This function gives the EBLUP (or EB predictor under normality) based on a Fay-Herriot model. Fitting method can be chosen between ML, REML and FH methods.
formula: an object of class formula (or one that can be coerced to that class): a symbolic description of the model to be fitted. The variables included in formula
must have a length equal to the number of domains D. Details of model specification are given under Details.
vardir: vector containing the D sampling variances of direct estimators for each domain. The values must be sorted as the variables in formula.
method: type of fitting method, to be chosen between "ML", "REML" or "FH" methods.
MAXITER: maximum number of iterations allowed in the Fisher-scoring algorithm. Default is 100 iterations.
PRECISION: convergence tolerance limit for the Fisher-scoring algorithm. Default value is 0.0001.
B: number of bootstrap replicates to calculate the goodness-of-fit measures proposed by Marhuenda et al. (2014). Default value is 0 indicating that these measures are not calculated.
data: optional data frame containing the variables named in formula and vardir. By default the variables are taken from the environment from which eblupFH is called.
Details
A typical model has the form response ~ terms where response is the (numeric) response vector and terms is a series of terms which specifies a linear predictor for response. A terms specification of the form first + second indicates all the terms in first together with all the terms in second with duplicates removed.
A formula has an implied intercept term. To remove this use either y ~ x - 1 or y ~ 0 + x. See formula for more details of allowed formulae.
Returns
The function returns a list with the following objects: - eblup: vector with the values of the estimators for the domains.
fit: a list containing the following objects:
method:type of fitting method applied ("REML", "ML"or "FH").
convergence:a logical value equal to TRUE if Fisher-scoring algorithm converges in less than MAXITER iterations.
iterations:number of iterations performed by the Fisher-scoring algorithm.
estcoef:a data frame with the estimated model coefficients in the first column (beta), their asymptotic standard errors in the second column (std.error), the t statistics in the third column (tvalue) and the p-values of the significance of each coefficient in last column (pvalue).
refvar:estimated random effects variance.
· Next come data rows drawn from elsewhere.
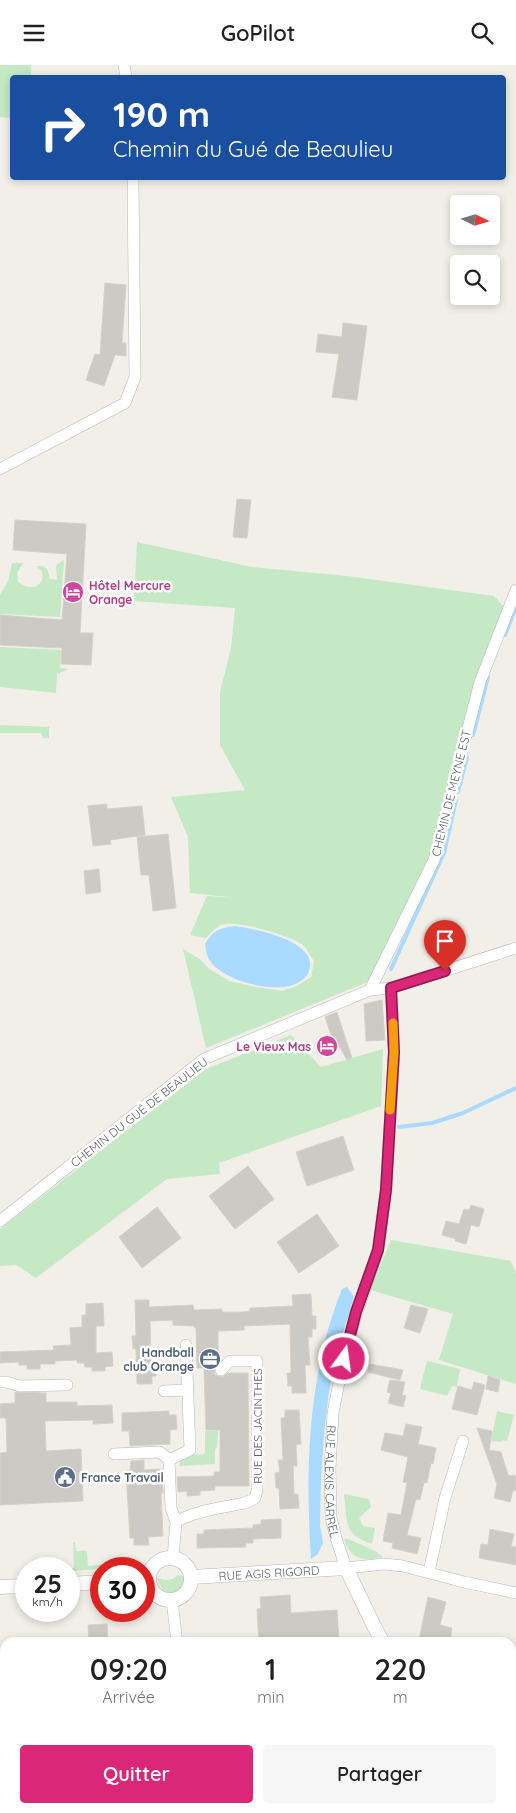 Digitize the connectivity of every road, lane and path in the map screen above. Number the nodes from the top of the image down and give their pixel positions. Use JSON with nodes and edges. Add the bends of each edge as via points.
{"nodes":[{"id":1,"x":133,"y":180,"type":"edge"},
{"id":2,"x":0,"y":469,"type":"edge"},
{"id":3,"x":516,"y":590,"type":"edge"},
{"id":4,"x":516,"y":948,"type":"edge"},
{"id":5,"x":391,"y":988,"type":"junction"},
{"id":6,"x":370,"y":990,"type":"junction"},
{"id":7,"x":0,"y":1221,"type":"edge"},
{"id":8,"x":186,"y":1345,"type":"dead end"},
{"id":9,"x":221,"y":1370,"type":"dead end"},
{"id":10,"x":0,"y":1382,"type":"edge"},
{"id":11,"x":67,"y":1385,"type":"dead end"},
{"id":12,"x":187,"y":1390,"type":"junction"},
{"id":13,"x":164,"y":1391,"type":"dead end"},
{"id":14,"x":463,"y":1441,"type":"dead end"},
{"id":15,"x":114,"y":1454,"type":"dead end"},
{"id":16,"x":169,"y":1459,"type":"junction"},
{"id":17,"x":176,"y":1522,"type":"junction"},
{"id":18,"x":173,"y":1558,"type":"junction"},
{"id":19,"x":155,"y":1564,"type":"edge"},
{"id":20,"x":346,"y":1567,"type":"junction"},
{"id":21,"x":429,"y":1572,"type":"junction"},
{"id":22,"x":191,"y":1577,"type":"junction"},
{"id":23,"x":15,"y":1586,"type":"edge"},
{"id":24,"x":0,"y":1587,"type":"edge"},
{"id":25,"x":516,"y":1593,"type":"edge"},
{"id":26,"x":155,"y":1594,"type":"edge"},
{"id":27,"x":172,"y":1600,"type":"junction"},
{"id":28,"x":176,"y":1637,"type":"edge"},
{"id":29,"x":380,"y":1637,"type":"edge"}],
"edges":[{"from":1,"to":2,"type":"street","via":[[134,377],[125,403]]},
{"from":3,"to":6,"type":"street","name":"CHEMIN DE MEYNE EST","via":[[480,682],[434,860]]},
{"from":4,"to":5,"type":"street","name":"CHEMIN DU GUÉ DE BEAULIEU"},
{"from":5,"to":6,"type":"street","name":"CHEMIN DU GUÉ DE BEAULIEU"},
{"from":5,"to":20,"type":"street","name":"RUE ALEXIS CARREL","via":[[394,1052],[386,1190],[378,1250],[346,1346],[332,1413],[331,1517]]},
{"from":6,"to":7,"type":"street","name":"CHEMIN DU GUÉ DE BEAULIEU","via":[[204,1059]]},
{"from":8,"to":12,"type":"street"},
{"from":9,"to":17,"type":"street","name":"RUE DES JACINTHES","via":[[230,1361],[257,1361],[255,1498],[186,1516]]},
{"from":10,"to":11,"type":"street","via":[[20,1386]]},
{"from":12,"to":13,"type":"street"},
{"from":12,"to":16,"type":"street","via":[[190,1451]]},
{"from":14,"to":21,"type":"street","via":[[445,1498]]},
{"from":15,"to":16,"type":"street","via":[[160,1452]]},
{"from":16,"to":17,"type":"street","via":[[171,1508]]},
{"from":17,"to":18,"type":"street"},
{"from":18,"to":19,"type":"street"},
{"from":18,"to":22,"type":"street","via":[[187,1566]]},
{"from":20,"to":21,"type":"street","via":[[402,1566]]},
{"from":20,"to":22,"type":"street","name":"RUE AGIS RIGORD"},
{"from":20,"to":29,"type":"street","name":"RUE ALEXIS CARREL"},
{"from":21,"to":25,"type":"street"},
{"from":22,"to":27,"type":"street","via":[[189,1590],[179,1599]]},
{"from":23,"to":24,"type":"street"},
{"from":26,"to":27,"type":"street"},
{"from":27,"to":28,"type":"street"}]} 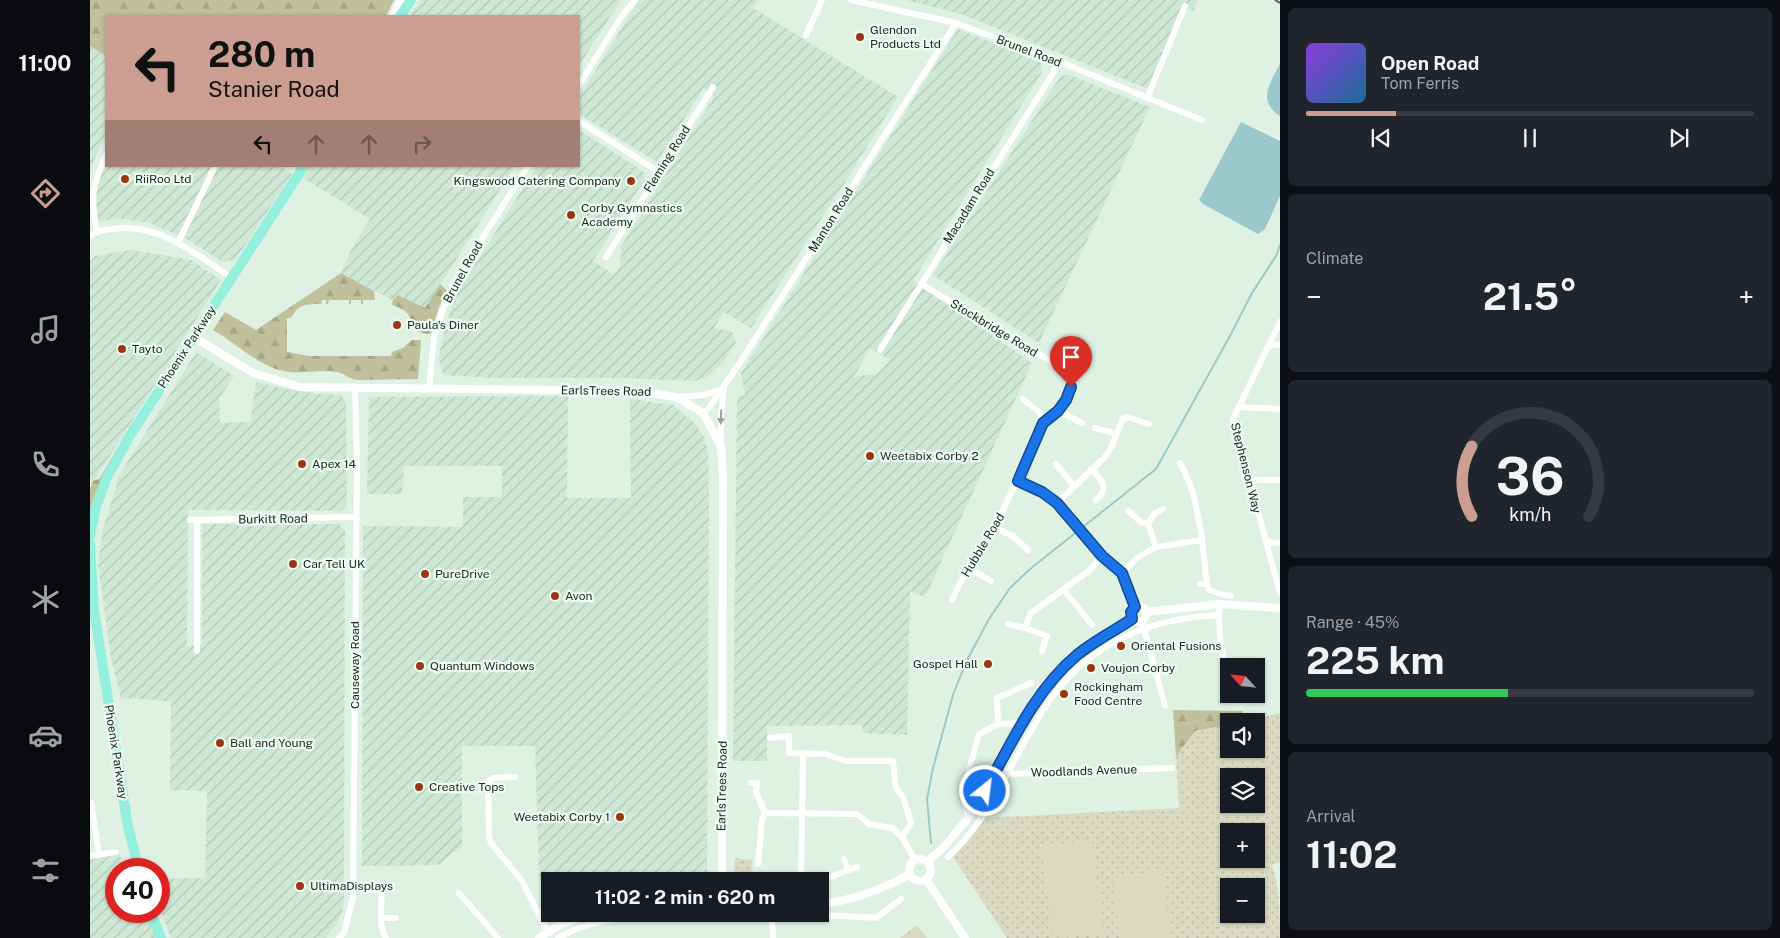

goodness:vector containing several goodness-of-fit measures: loglikehood, AIC, BIC, KIC and the measures proposed by Marhuenda et al. (2014): AICc, AICb1, AICb2, KICc, KICb1, KICb2. B must be must be greater than 0 to obtain these last measures.
In case that formula or vardir contain NA values a message is printed and no action is done.
References
Fay, R.E. and Herriot, R.A. (1979). Estimation of income from small places: An application of James-Stein procedures to census data. Journal of the American Statistical Association 74, 269-277.
Marhuenda, Y., Morales, D. and Pardo, M.C. (2014). Information criteria for Fay-Herriot model selection. Computational Statistics and Data Analysis 70, 268-280.
Rao, J.N.K. (2003). Small Area Estimation. Wiley, London.
See Also
mseFH
Examples
# Load data set data(milk)attach(milk)# Fit FH model using REML method with indicators of 4 Major Areas as # explanatory variables.resultREML <- eblupFH(yi ~ as.factor(MajorArea), SD^2)resultREML
#Fit FH model using FH methodresultFH <- eblupFH(yi ~ as.factor(MajorArea), SD^2, method="FH")resultFH
detach(milk)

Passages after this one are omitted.